#### [GOAL OF THE EXERCISE]
Produce all the records again exactly as they stand.

★ ★ ★

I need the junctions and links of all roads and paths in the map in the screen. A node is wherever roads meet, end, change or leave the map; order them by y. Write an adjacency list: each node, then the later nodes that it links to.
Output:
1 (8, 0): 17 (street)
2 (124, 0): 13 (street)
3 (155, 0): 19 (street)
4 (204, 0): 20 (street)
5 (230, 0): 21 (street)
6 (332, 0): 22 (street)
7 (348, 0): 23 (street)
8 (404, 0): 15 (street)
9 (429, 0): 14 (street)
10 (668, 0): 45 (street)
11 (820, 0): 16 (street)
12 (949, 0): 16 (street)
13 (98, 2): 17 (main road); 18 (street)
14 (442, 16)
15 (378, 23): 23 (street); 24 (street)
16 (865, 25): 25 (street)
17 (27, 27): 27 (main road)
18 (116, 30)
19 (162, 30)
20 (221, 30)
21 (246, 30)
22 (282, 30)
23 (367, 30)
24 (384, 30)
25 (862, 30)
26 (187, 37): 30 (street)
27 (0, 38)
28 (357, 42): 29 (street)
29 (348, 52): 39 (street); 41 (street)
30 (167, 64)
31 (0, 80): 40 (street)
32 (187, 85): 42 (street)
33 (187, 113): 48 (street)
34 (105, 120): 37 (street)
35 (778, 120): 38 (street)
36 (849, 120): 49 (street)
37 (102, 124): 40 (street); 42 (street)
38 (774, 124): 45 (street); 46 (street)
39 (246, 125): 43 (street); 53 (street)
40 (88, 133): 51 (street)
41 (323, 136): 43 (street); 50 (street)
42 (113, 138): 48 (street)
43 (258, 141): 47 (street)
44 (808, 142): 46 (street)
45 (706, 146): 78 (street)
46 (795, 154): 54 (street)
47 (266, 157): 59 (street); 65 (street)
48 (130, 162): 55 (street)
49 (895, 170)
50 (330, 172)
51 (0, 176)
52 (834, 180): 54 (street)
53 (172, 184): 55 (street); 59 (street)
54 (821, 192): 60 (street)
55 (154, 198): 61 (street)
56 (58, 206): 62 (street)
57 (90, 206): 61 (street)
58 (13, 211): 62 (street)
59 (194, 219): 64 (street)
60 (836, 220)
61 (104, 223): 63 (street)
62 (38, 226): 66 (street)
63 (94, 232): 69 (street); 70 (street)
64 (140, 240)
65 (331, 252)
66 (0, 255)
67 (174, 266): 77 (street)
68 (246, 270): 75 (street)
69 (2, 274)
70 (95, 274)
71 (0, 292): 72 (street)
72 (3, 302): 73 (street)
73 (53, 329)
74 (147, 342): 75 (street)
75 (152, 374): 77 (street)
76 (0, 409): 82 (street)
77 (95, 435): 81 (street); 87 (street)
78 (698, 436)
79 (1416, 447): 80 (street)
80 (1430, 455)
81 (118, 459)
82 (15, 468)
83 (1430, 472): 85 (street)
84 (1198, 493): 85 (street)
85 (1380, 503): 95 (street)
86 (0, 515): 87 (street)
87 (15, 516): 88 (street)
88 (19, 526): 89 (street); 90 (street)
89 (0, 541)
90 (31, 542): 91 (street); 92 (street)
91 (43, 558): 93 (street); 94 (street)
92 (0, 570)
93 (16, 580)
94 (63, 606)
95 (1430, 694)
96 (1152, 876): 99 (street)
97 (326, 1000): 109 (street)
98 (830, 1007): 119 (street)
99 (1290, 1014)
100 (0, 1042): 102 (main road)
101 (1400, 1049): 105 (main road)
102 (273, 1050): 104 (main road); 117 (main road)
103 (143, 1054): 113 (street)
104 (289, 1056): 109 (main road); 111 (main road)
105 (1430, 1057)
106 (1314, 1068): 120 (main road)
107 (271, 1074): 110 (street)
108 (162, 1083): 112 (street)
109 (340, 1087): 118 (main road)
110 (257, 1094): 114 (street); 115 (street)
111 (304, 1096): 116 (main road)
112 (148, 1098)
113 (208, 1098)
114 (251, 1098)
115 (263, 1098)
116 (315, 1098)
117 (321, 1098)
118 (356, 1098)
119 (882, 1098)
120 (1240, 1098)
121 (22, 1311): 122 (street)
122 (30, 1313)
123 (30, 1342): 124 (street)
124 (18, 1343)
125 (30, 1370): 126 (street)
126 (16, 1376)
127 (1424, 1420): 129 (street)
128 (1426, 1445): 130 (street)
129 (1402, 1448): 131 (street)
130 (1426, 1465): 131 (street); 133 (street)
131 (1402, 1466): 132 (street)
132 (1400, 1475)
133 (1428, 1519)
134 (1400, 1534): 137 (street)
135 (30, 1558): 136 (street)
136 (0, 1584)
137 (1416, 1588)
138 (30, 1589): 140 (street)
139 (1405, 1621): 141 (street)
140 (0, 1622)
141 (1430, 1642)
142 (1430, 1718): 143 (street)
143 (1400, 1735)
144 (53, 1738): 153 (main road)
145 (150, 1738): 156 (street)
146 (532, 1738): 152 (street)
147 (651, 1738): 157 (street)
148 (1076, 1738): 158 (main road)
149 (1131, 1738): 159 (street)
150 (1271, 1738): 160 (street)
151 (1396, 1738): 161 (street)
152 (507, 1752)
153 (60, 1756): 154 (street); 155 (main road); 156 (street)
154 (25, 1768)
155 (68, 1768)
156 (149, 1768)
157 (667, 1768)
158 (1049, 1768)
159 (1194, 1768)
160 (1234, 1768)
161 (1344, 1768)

★ ★ ★

#### [REPLY TO THE TASK]
I need the junctions and links of all roads and paths in the map in the screen. A node is wherever roads meet, end, change or leave the map; order them by y. Write an adjacency list: each node, then the later nodes that it links to.
Output:
1 (8, 0): 17 (street)
2 (124, 0): 13 (street)
3 (155, 0): 19 (street)
4 (204, 0): 20 (street)
5 (230, 0): 21 (street)
6 (332, 0): 22 (street)
7 (348, 0): 23 (street)
8 (404, 0): 15 (street)
9 (429, 0): 14 (street)
10 (668, 0): 45 (street)
11 (820, 0): 16 (street)
12 (949, 0): 16 (street)
13 (98, 2): 17 (main road); 18 (street)
14 (442, 16)
15 (378, 23): 23 (street); 24 (street)
16 (865, 25): 25 (street)
17 (27, 27): 27 (main road)
18 (116, 30)
19 (162, 30)
20 (221, 30)
21 (246, 30)
22 (282, 30)
23 (367, 30)
24 (384, 30)
25 (862, 30)
26 (187, 37): 30 (street)
27 (0, 38)
28 (357, 42): 29 (street)
29 (348, 52): 39 (street); 41 (street)
30 (167, 64)
31 (0, 80): 40 (street)
32 (187, 85): 42 (street)
33 (187, 113): 48 (street)
34 (105, 120): 37 (street)
35 (778, 120): 38 (street)
36 (849, 120): 49 (street)
37 (102, 124): 40 (street); 42 (street)
38 (774, 124): 45 (street); 46 (street)
39 (246, 125): 43 (street); 53 (street)
40 (88, 133): 51 (street)
41 (323, 136): 43 (street); 50 (street)
42 (113, 138): 48 (street)
43 (258, 141): 47 (street)
44 (808, 142): 46 (street)
45 (706, 146): 78 (street)
46 (795, 154): 54 (street)
47 (266, 157): 59 (street); 65 (street)
48 (130, 162): 55 (street)
49 (895, 170)
50 (330, 172)
51 (0, 176)
52 (834, 180): 54 (street)
53 (172, 184): 55 (street); 59 (street)
54 (821, 192): 60 (street)
55 (154, 198): 61 (street)
56 (58, 206): 62 (street)
57 (90, 206): 61 (street)
58 (13, 211): 62 (street)
59 (194, 219): 64 (street)
60 (836, 220)
61 (104, 223): 63 (street)
62 (38, 226): 66 (street)
63 (94, 232): 69 (street); 70 (street)
64 (140, 240)
65 (331, 252)
66 (0, 255)
67 (174, 266): 77 (street)
68 (246, 270): 75 (street)
69 (2, 274)
70 (95, 274)
71 (0, 292): 72 (street)
72 (3, 302): 73 (street)
73 (53, 329)
74 (147, 342): 75 (street)
75 (152, 374): 77 (street)
76 (0, 409): 82 (street)
77 (95, 435): 81 (street); 87 (street)
78 (698, 436)
79 (1416, 447): 80 (street)
80 (1430, 455)
81 (118, 459)
82 (15, 468)
83 (1430, 472): 85 (street)
84 (1198, 493): 85 (street)
85 (1380, 503): 95 (street)
86 (0, 515): 87 (street)
87 (15, 516): 88 (street)
88 (19, 526): 89 (street); 90 (street)
89 (0, 541)
90 (31, 542): 91 (street); 92 (street)
91 (43, 558): 93 (street); 94 (street)
92 (0, 570)
93 (16, 580)
94 (63, 606)
95 (1430, 694)
96 (1152, 876): 99 (street)
97 (326, 1000): 109 (street)
98 (830, 1007): 119 (street)
99 (1290, 1014)
100 (0, 1042): 102 (main road)
101 (1400, 1049): 105 (main road)
102 (273, 1050): 104 (main road); 117 (main road)
103 (143, 1054): 113 (street)
104 (289, 1056): 109 (main road); 111 (main road)
105 (1430, 1057)
106 (1314, 1068): 120 (main road)
107 (271, 1074): 110 (street)
108 (162, 1083): 112 (street)
109 (340, 1087): 118 (main road)
110 (257, 1094): 114 (street); 115 (street)
111 (304, 1096): 116 (main road)
112 (148, 1098)
113 (208, 1098)
114 (251, 1098)
115 (263, 1098)
116 (315, 1098)
117 (321, 1098)
118 (356, 1098)
119 (882, 1098)
120 (1240, 1098)
121 (22, 1311): 122 (street)
122 (30, 1313)
123 (30, 1342): 124 (street)
124 (18, 1343)
125 (30, 1370): 126 (street)
126 (16, 1376)
127 (1424, 1420): 129 (street)
128 (1426, 1445): 130 (street)
129 (1402, 1448): 131 (street)
130 (1426, 1465): 131 (street); 133 (street)
131 (1402, 1466): 132 (street)
132 (1400, 1475)
133 (1428, 1519)
134 (1400, 1534): 137 (street)
135 (30, 1558): 136 (street)
136 (0, 1584)
137 (1416, 1588)
138 (30, 1589): 140 (street)
139 (1405, 1621): 141 (street)
140 (0, 1622)
141 (1430, 1642)
142 (1430, 1718): 143 (street)
143 (1400, 1735)
144 (53, 1738): 153 (main road)
145 (150, 1738): 156 (street)
146 (532, 1738): 152 (street)
147 (651, 1738): 157 (street)
148 (1076, 1738): 158 (main road)
149 (1131, 1738): 159 (street)
150 (1271, 1738): 160 (street)
151 (1396, 1738): 161 (street)
152 (507, 1752)
153 (60, 1756): 154 (street); 155 (main road); 156 (street)
154 (25, 1768)
155 (68, 1768)
156 (149, 1768)
157 (667, 1768)
158 (1049, 1768)
159 (1194, 1768)
160 (1234, 1768)
161 (1344, 1768)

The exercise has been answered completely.